What to work on: The number of lines below containing the word "Veijolantie" is all that should be returned.

Raw data:
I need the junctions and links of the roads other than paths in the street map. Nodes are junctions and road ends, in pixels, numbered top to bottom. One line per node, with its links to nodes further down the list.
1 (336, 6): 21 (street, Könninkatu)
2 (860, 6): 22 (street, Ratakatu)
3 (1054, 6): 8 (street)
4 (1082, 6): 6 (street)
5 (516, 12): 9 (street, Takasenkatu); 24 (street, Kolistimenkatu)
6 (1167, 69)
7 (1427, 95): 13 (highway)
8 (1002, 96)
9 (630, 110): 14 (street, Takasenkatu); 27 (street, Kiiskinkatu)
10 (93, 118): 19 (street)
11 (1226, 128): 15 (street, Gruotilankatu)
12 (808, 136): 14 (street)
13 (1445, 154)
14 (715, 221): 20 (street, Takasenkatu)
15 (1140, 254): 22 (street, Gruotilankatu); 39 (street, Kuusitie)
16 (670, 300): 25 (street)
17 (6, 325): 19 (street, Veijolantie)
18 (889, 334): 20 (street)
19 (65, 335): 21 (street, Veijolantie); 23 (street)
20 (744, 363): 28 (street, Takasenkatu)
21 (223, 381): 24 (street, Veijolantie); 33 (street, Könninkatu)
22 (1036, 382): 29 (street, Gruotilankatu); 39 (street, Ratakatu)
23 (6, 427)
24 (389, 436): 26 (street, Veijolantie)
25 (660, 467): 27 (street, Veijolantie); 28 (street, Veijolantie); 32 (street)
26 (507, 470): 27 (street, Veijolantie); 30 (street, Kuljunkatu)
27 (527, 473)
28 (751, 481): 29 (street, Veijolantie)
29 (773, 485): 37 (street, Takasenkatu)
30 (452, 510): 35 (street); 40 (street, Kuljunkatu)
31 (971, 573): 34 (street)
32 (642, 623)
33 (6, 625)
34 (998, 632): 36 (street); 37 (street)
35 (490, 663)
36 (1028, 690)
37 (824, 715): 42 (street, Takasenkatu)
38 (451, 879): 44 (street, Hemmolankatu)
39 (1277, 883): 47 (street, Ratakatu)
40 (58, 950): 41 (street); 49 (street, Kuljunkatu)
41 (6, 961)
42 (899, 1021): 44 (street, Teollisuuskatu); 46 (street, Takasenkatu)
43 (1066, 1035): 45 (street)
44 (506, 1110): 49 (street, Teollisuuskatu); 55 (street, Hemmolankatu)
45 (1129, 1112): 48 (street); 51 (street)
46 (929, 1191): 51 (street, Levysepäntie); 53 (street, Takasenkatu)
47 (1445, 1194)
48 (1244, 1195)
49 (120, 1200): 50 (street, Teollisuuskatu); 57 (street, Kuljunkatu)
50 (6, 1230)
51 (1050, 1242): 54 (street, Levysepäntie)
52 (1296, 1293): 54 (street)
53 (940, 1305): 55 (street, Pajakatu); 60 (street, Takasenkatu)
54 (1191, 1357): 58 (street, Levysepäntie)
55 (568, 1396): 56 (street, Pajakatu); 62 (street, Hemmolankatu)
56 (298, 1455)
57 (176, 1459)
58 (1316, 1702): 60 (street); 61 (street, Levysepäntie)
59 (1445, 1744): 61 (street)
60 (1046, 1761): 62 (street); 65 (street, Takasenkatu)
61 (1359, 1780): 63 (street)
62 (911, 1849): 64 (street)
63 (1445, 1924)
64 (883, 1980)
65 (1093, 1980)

Answer: 7